Abb. 5: Phase 2: Die strategische Basis festlegen
Die Balanced Scorecard ist in erster Linie ein Konzept zur Umsetzung von vorhandenen Strategien und nicht zur Entwicklung von grundsätzlich neuen Strategien.[65] Deshalb ist eine klar formulierte, einheitliche und vollständige Strategie die Grundlage für eine erfolgreiche Balanced Scorecard und unabdingbare Voraussetzung für den Beginn eines Balanced Scorecard-Projektes.[66]
Zu Beginn eines Balanced Scorecard-Projektes trifft man selten auf eine fertige, allgemein akzeptierte Strategie. Die Voraussetzungen bezüglich der Reife der Strategie sind allerdings sehr unterschiedlich. Häufig befinden sich die Strategien des Unternehmens nur in den Köpfen der Manager bzw. der Geschäftsführer oder die Strategien existieren lückenhaft, mehrdeutig oder nicht opernationalisiert. Oftmals lässt sich in Unternehmen die vorliegende Situation auch nicht auf Anhieb erkennen. Hinzu kommt das Strategien dynamisch sind und kontinuierlichen Anpassungen und Weiterentwicklungen unterliegen.[67]

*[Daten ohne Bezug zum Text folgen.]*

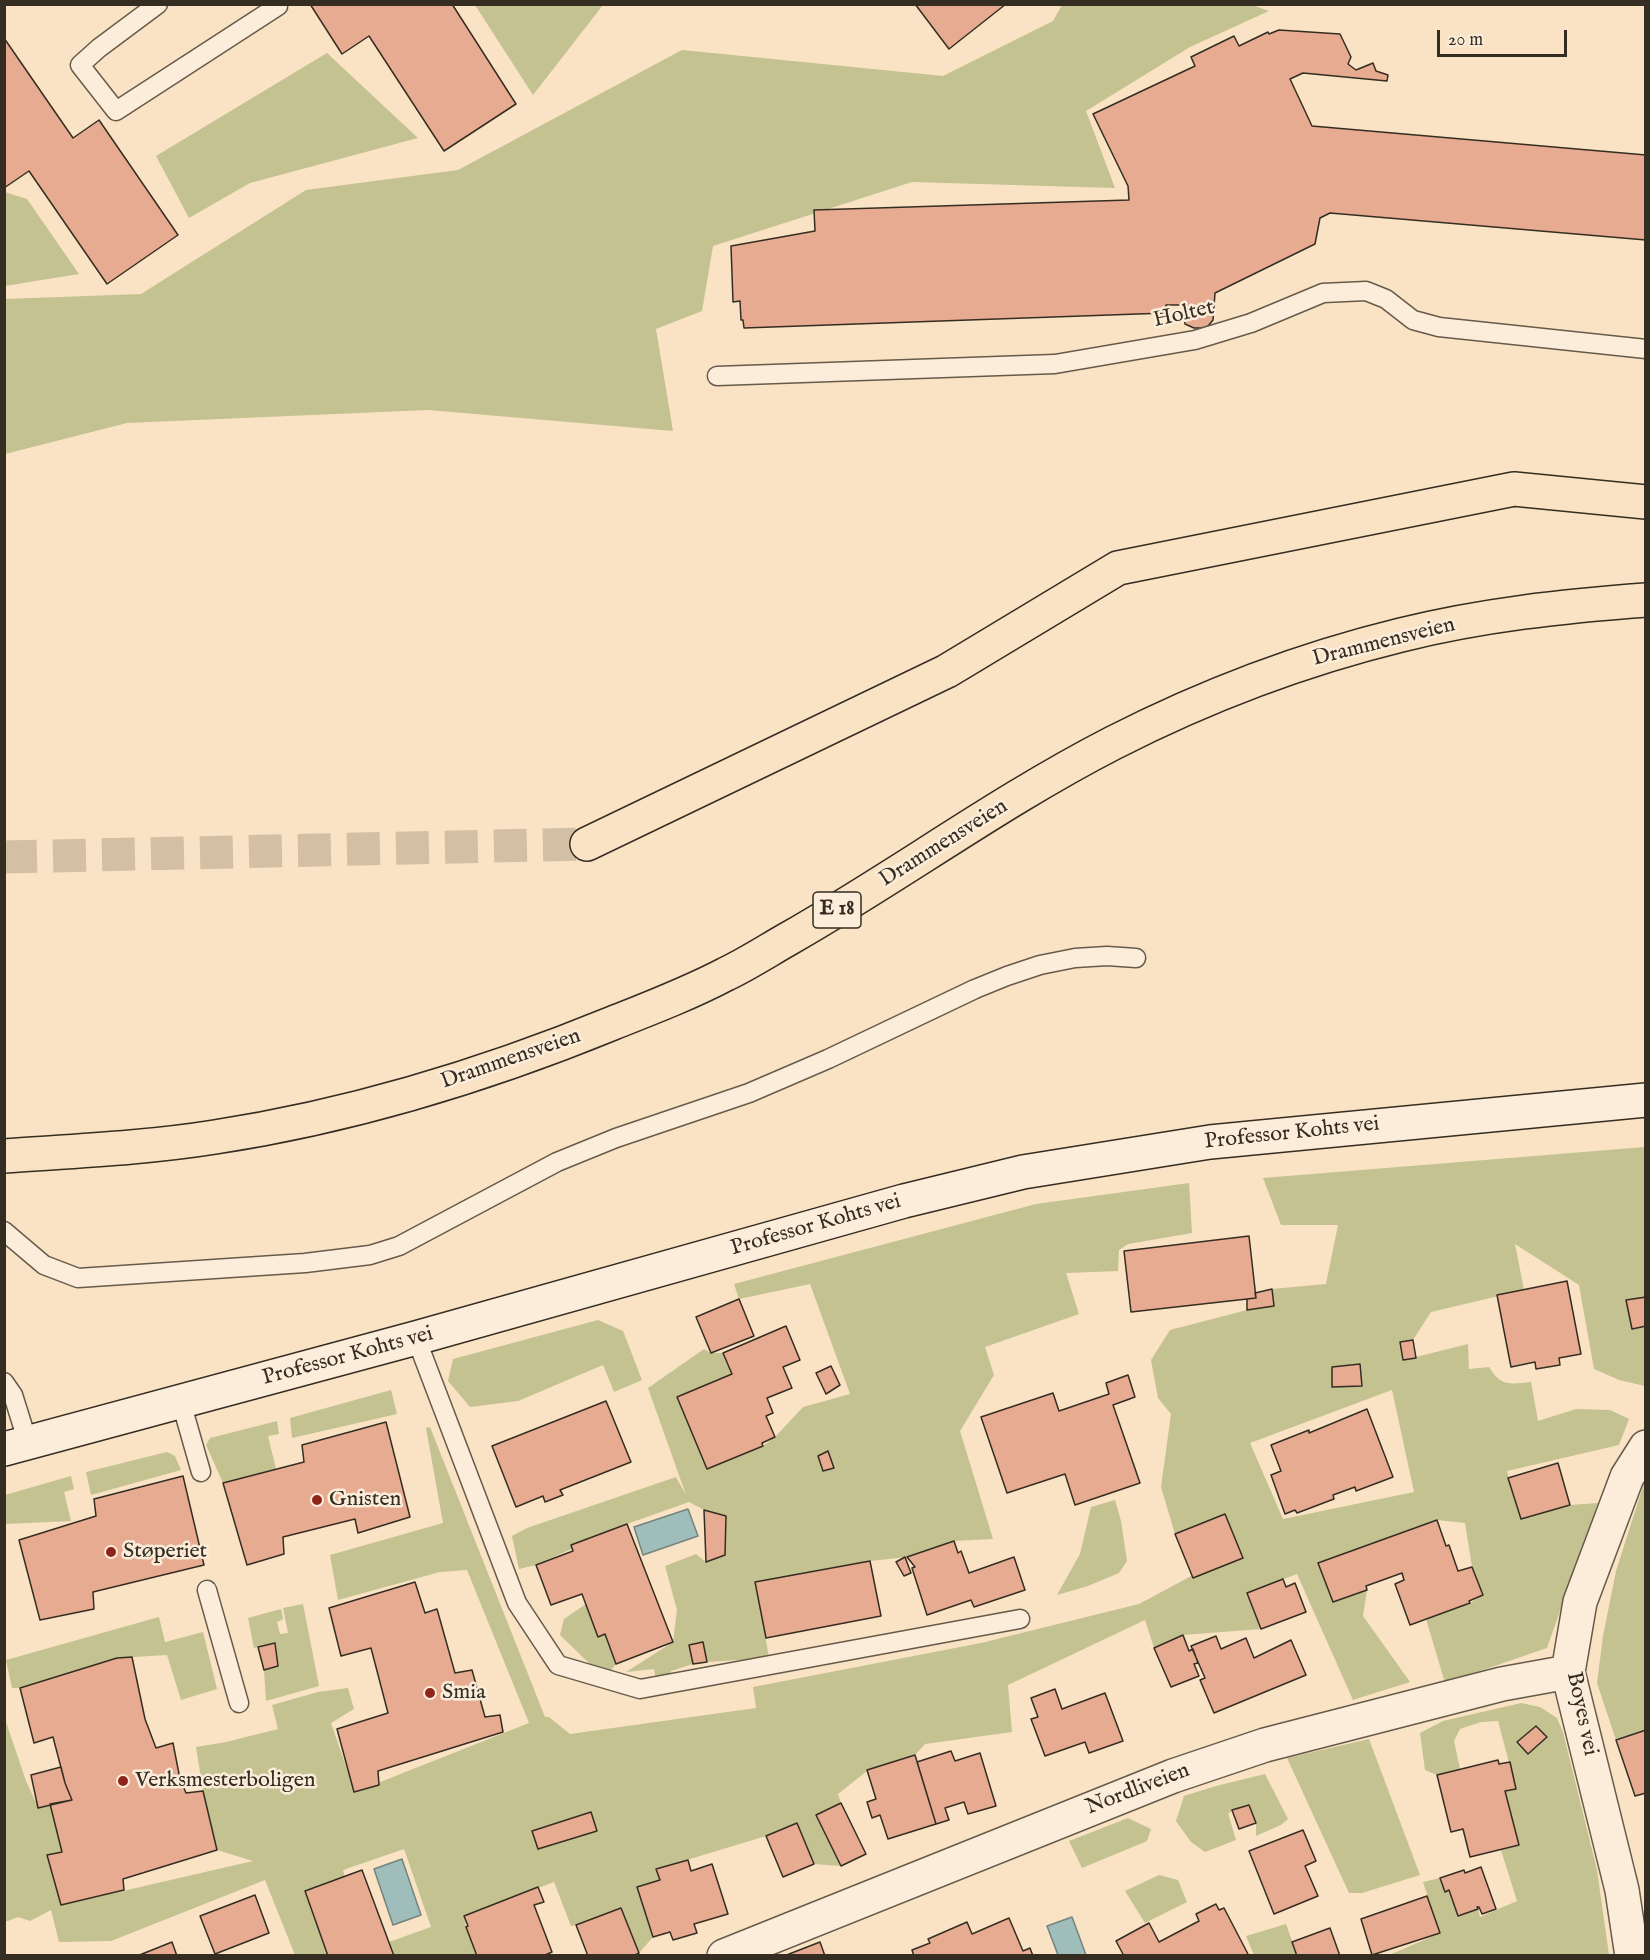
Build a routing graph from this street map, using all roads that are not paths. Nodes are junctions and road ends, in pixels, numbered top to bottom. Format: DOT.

Aufgabe dieser Phase ist es deshalb, die strategischen Grundlagen innerhalb des Unternehmens zu klären bzw. zu schaffen und die strategische Stoßrichtung festzulegen, um somit eine solide Ausgangsbasis für die anschließende Entwicklung der Balanced Scorecard zu gewährleisten. Besonders bedeutsam ist in diesem Zusammenhang auch die Schaffung eines gemeinsamen, homogen Strategieverständnisses innerhalb des gesamten Unternehmens. [68]
Grundlage für die Implementierung der Balanced Scorecard ist ein einheitliches Verständnis bezüglich der Strategie, wobei die Strategie die Aufgabe hat, die Existenz eines Unternehmens langfristig zu sichern.[69]
Um eine Balanced Scorecard entwickeln zu können, werden im Vorfeld eine ganze Reihe von strategischen Informationen benötigt. Dabei benötigt jede Perspektive andere Informationen. Die nachfolgende Abbildung soll exemplarisch für die vier Grundperspektiven der Balanced Scorecard verdeutlichen, auf welche strategischen Informationen zurückgegriffen werden muss:
Abb. 6: Informationsanforderungen an die Balanced Scorecard- Entwicklung[70]
Dabei benötigt die:
Finanzperspektive
Daten aus der strategischen Unternehmensplanung, wie z.B. Umsätze, Renditen, Kostenstrukturen
Kundenperspektiven
Informationen über die einzelnen Marktsegmente, wie z.B. Wachstumsrate, Wettbewerb, Absatzvolumen
Interne Prozessperspektive
Analysen der strategischen und operativen Geschäftsprozesse, wie z.B. Wertschöpfungsvorgänge, optimale Fertigungstiefe
Lern- und Entwicklungsperspektive
Informationen zur Technologieentwicklung, der Kernkompetenzen des Unternehmens und zu den Mitarbeitern, wie z.B. Fluktuationsrate
Sind diese benötigten Informationen unvollständig oder fehlen wichtige strategische Aussagen, ist es notwendig strategische Analysen durchzuführen, um diese Lücken im Vorfeld zu schließen. [71]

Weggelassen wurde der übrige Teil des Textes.